_Data to use_.
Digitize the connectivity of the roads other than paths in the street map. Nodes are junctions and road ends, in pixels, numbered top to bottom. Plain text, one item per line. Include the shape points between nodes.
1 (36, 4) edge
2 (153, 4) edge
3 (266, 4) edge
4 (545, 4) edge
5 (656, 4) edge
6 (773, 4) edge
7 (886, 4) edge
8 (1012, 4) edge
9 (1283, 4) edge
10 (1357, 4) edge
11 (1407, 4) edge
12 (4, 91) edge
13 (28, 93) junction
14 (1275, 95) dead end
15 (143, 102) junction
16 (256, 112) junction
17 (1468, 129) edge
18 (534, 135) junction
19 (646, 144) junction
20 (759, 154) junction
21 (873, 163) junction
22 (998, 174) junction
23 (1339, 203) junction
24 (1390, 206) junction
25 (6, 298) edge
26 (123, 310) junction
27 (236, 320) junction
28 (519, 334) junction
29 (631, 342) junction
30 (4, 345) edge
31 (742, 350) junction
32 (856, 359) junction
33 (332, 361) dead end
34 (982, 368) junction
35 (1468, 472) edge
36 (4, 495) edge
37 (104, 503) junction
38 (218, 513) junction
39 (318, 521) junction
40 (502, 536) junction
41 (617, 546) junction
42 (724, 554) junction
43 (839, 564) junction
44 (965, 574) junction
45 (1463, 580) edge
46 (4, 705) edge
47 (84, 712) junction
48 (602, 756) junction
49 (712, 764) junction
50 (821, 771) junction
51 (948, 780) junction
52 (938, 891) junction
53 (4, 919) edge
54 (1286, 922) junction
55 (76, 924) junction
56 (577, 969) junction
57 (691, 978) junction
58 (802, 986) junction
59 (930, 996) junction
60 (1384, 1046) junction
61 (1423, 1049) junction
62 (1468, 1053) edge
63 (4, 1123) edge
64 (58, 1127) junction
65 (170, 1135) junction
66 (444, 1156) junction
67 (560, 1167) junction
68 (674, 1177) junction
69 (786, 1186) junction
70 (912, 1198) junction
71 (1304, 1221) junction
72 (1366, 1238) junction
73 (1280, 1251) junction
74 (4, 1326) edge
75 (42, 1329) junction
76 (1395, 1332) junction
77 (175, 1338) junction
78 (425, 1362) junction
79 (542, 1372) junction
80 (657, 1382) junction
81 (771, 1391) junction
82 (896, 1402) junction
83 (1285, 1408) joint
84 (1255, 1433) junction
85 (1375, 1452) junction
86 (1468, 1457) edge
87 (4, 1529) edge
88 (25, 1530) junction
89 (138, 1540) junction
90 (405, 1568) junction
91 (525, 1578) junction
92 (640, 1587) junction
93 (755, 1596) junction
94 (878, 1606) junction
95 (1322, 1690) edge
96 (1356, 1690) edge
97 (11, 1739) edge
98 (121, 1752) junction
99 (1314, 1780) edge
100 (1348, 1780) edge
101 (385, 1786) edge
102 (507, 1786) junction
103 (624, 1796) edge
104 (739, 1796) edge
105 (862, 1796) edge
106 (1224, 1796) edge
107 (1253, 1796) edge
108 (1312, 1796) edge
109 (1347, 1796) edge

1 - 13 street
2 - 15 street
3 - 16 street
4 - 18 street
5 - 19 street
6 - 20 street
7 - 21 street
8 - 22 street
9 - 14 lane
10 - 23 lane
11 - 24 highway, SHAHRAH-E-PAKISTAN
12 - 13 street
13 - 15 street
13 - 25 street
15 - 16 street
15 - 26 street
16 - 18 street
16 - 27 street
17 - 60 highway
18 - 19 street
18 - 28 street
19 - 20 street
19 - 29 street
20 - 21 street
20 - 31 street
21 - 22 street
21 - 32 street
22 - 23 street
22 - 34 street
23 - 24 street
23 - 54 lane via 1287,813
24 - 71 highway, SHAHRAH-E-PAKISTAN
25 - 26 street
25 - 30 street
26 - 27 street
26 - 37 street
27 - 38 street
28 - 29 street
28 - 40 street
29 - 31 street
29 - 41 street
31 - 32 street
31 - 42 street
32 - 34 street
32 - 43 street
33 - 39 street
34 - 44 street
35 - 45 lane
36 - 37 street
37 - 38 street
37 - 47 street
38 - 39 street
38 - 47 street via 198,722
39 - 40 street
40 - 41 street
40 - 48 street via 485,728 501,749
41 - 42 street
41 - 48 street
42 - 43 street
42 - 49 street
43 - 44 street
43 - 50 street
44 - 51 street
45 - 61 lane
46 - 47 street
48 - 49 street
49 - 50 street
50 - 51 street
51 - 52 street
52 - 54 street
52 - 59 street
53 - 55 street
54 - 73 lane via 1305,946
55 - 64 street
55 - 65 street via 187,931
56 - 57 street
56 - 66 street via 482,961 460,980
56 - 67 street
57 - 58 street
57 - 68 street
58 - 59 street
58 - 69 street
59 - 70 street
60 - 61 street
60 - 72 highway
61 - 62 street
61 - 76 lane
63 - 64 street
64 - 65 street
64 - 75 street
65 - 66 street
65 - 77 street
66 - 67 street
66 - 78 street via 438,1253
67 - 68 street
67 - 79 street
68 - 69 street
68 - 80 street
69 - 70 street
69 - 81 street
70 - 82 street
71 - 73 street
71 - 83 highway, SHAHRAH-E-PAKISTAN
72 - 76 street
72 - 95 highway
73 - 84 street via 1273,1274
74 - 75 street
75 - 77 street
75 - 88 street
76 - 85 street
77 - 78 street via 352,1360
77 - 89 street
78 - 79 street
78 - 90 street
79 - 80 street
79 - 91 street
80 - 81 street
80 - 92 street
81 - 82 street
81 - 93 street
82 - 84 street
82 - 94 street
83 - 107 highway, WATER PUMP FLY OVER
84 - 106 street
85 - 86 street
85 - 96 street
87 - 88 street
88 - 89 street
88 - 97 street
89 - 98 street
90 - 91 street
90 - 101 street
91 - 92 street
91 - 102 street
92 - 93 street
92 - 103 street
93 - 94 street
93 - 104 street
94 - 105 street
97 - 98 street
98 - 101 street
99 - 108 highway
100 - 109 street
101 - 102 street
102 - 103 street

_Exercise_. Nothing but a number is expected here: say how many lines in the material hold "dead".

_Solution_. 2